[Source data]

--- START ---

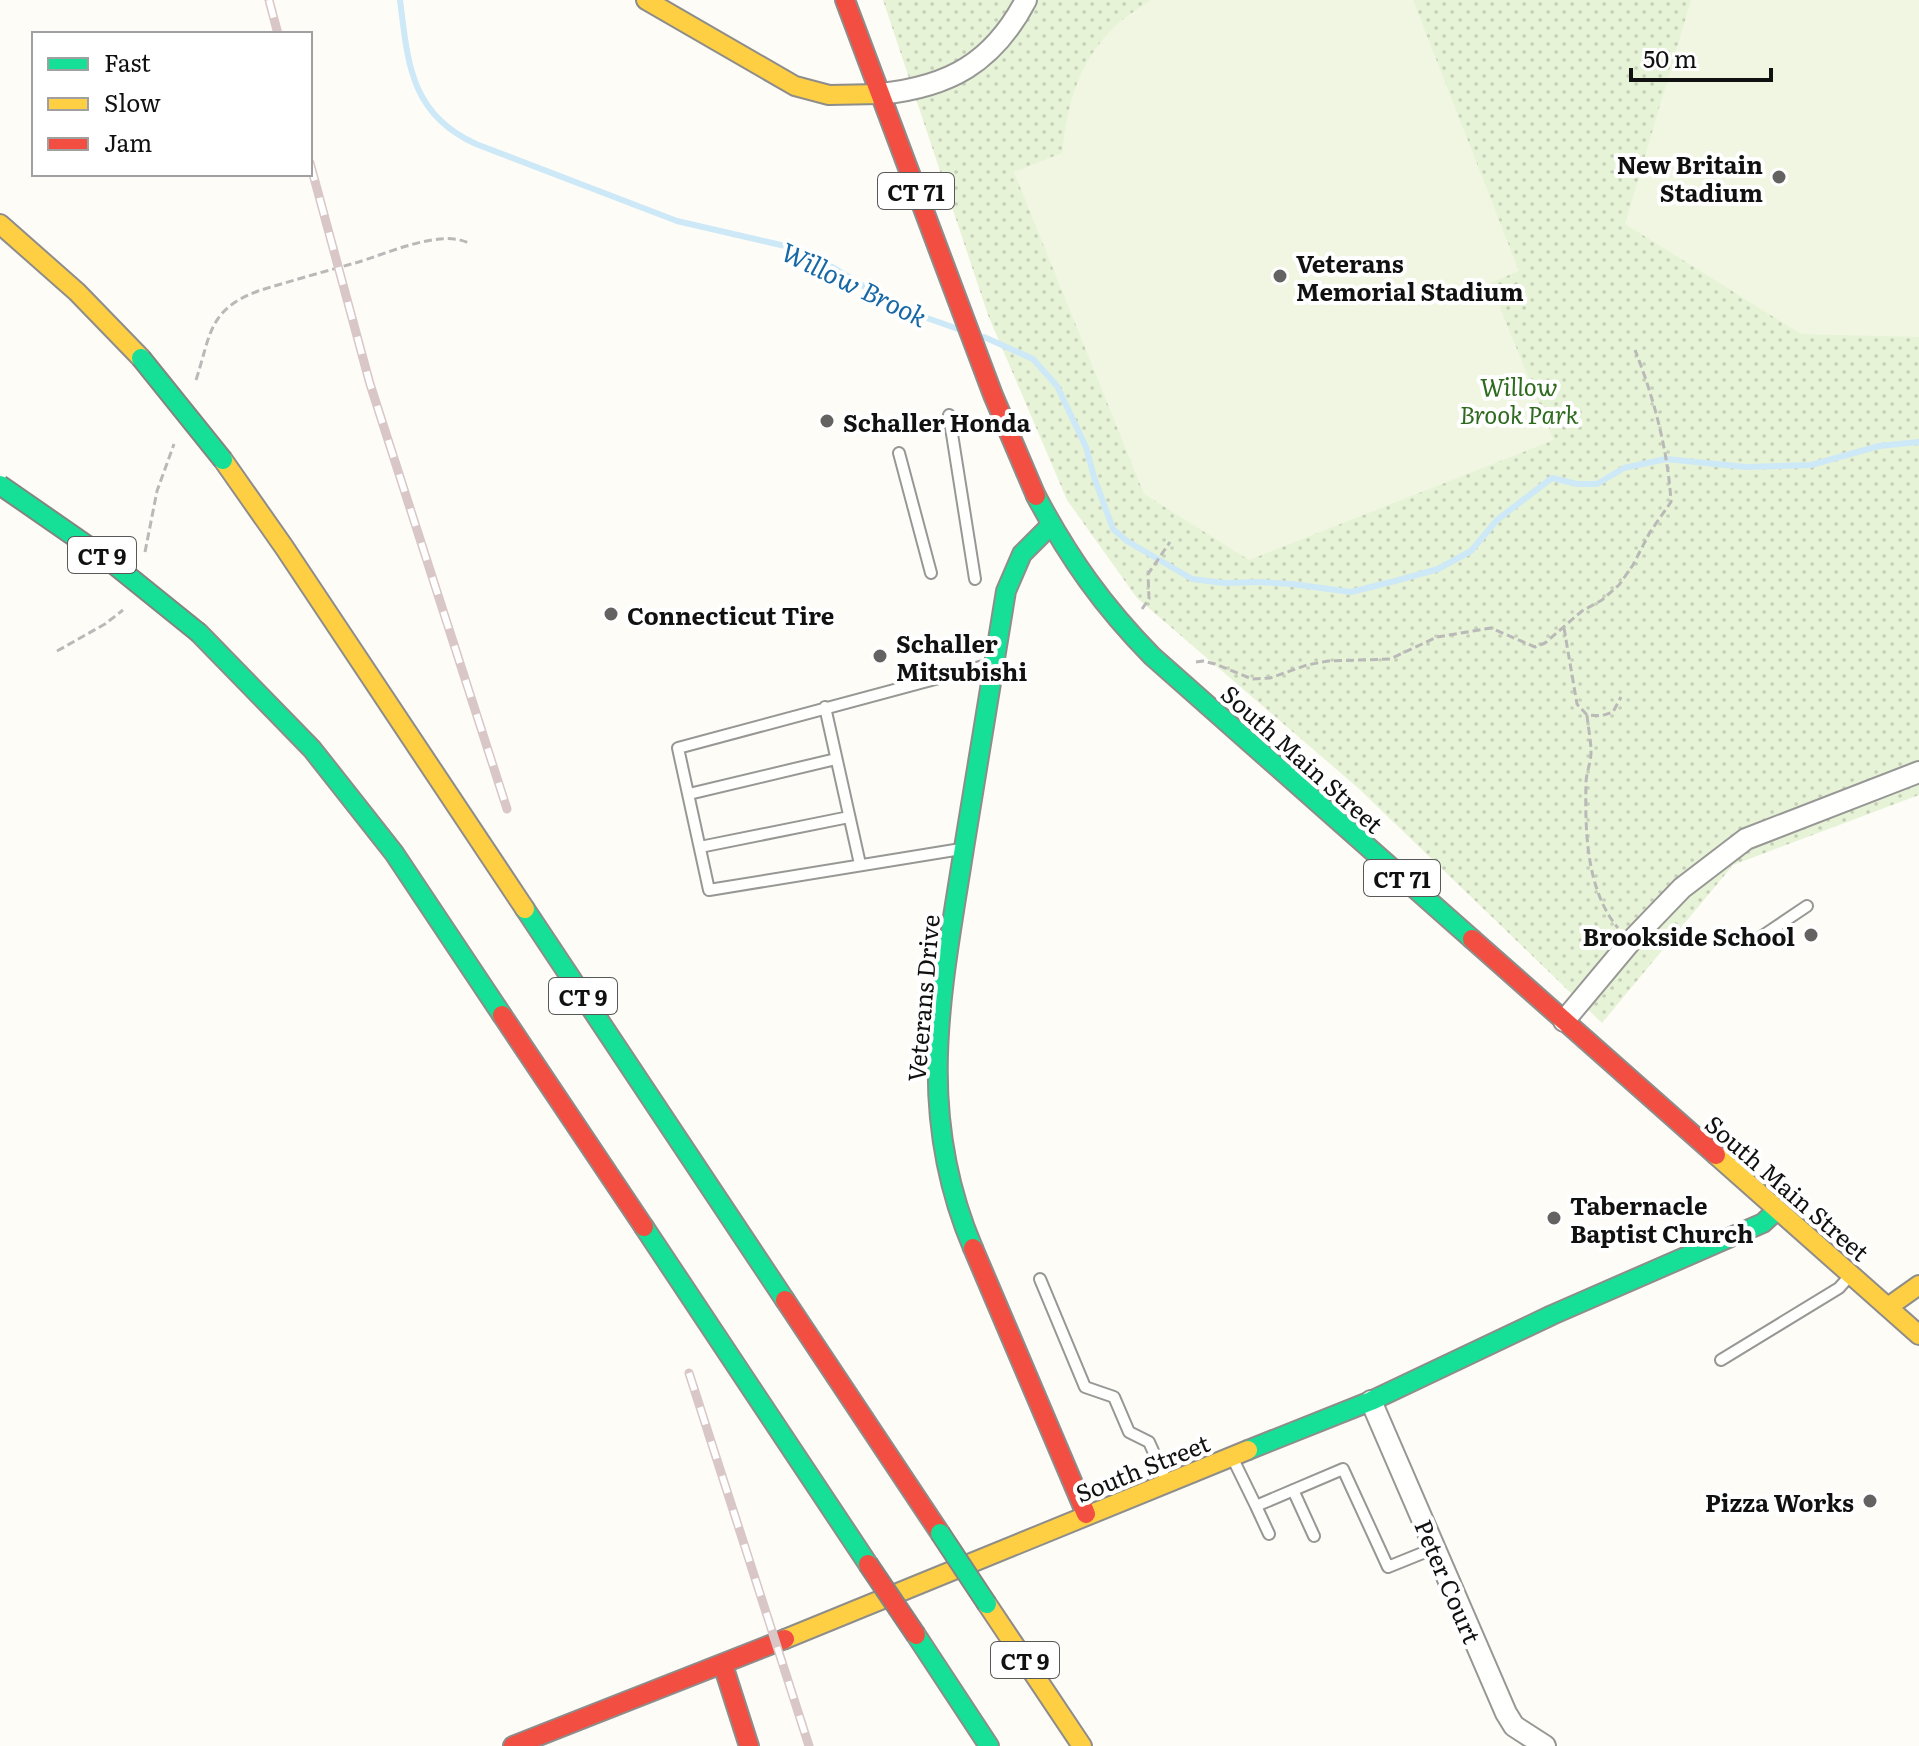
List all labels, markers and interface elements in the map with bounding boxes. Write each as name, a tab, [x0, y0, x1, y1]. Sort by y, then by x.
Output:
legend	[32, 32, 312, 176]
scale bar	[1631, 32, 1771, 82]
text: 50 m	[1643, 40, 1697, 75]
text: Fast	[104, 44, 151, 79]
text: Slow	[104, 84, 161, 119]
text: Jam	[104, 124, 152, 159]
place label: New Britain Stadium	[1617, 146, 1763, 209]
marker: New Britain Stadium	[1770, 168, 1788, 186]
road number: CT 71	[878, 173, 954, 209]
water label: Willow Brook	[775, 231, 935, 336]
place label: Veterans Memorial Stadium	[1296, 245, 1524, 308]
marker: Veterans Memorial Stadium	[1271, 267, 1289, 285]
park label: Willow Brook Park	[1459, 368, 1579, 431]
place label: Schaller Honda	[843, 404, 1031, 439]
marker: Schaller Honda	[818, 412, 836, 430]
road number: CT 9	[68, 537, 136, 573]
place label: Connecticut Tire	[627, 597, 834, 632]
marker: Connecticut Tire	[602, 605, 620, 623]
place label: Schaller Mitsubishi	[896, 625, 1027, 688]
marker: Schaller Mitsubishi	[871, 647, 889, 665]
street label: South Main Street	[1214, 676, 1392, 840]
road number: CT 71	[1364, 860, 1440, 896]
street label: Veterans Drive	[897, 913, 947, 1083]
place label: Brookside School	[1583, 918, 1795, 953]
marker: Brookside School	[1802, 926, 1820, 944]
road number: CT 9	[549, 978, 617, 1014]
street label: South Main Street	[1698, 1106, 1878, 1268]
place label: Tabernacle Baptist Church	[1570, 1187, 1754, 1250]
marker: Tabernacle Baptist Church	[1545, 1209, 1563, 1227]
street label: South Street	[1070, 1424, 1215, 1510]
place label: Pizza Works	[1705, 1484, 1854, 1519]
marker: Pizza Works	[1861, 1492, 1879, 1510]
street label: Peter Court	[1407, 1514, 1491, 1649]
road number: CT 9	[991, 1642, 1059, 1678]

--- END ---

*What is being asked*. Print the data word for word and omit the pictures.

*Completed task*.
List all labels, markers and interface elements in the map with bounding boxes. Write each as name, a tab, [x0, y0, x1, y1]. Sort by y, then by x.
Output:
legend	[32, 32, 312, 176]
scale bar	[1631, 32, 1771, 82]
text: 50 m	[1643, 40, 1697, 75]
text: Fast	[104, 44, 151, 79]
text: Slow	[104, 84, 161, 119]
text: Jam	[104, 124, 152, 159]
place label: New Britain Stadium	[1617, 146, 1763, 209]
marker: New Britain Stadium	[1770, 168, 1788, 186]
road number: CT 71	[878, 173, 954, 209]
water label: Willow Brook	[775, 231, 935, 336]
place label: Veterans Memorial Stadium	[1296, 245, 1524, 308]
marker: Veterans Memorial Stadium	[1271, 267, 1289, 285]
park label: Willow Brook Park	[1459, 368, 1579, 431]
place label: Schaller Honda	[843, 404, 1031, 439]
marker: Schaller Honda	[818, 412, 836, 430]
road number: CT 9	[68, 537, 136, 573]
place label: Connecticut Tire	[627, 597, 834, 632]
marker: Connecticut Tire	[602, 605, 620, 623]
place label: Schaller Mitsubishi	[896, 625, 1027, 688]
marker: Schaller Mitsubishi	[871, 647, 889, 665]
street label: South Main Street	[1214, 676, 1392, 840]
road number: CT 71	[1364, 860, 1440, 896]
street label: Veterans Drive	[897, 913, 947, 1083]
place label: Brookside School	[1583, 918, 1795, 953]
marker: Brookside School	[1802, 926, 1820, 944]
road number: CT 9	[549, 978, 617, 1014]
street label: South Main Street	[1698, 1106, 1878, 1268]
place label: Tabernacle Baptist Church	[1570, 1187, 1754, 1250]
marker: Tabernacle Baptist Church	[1545, 1209, 1563, 1227]
street label: South Street	[1070, 1424, 1215, 1510]
place label: Pizza Works	[1705, 1484, 1854, 1519]
marker: Pizza Works	[1861, 1492, 1879, 1510]
street label: Peter Court	[1407, 1514, 1491, 1649]
road number: CT 9	[991, 1642, 1059, 1678]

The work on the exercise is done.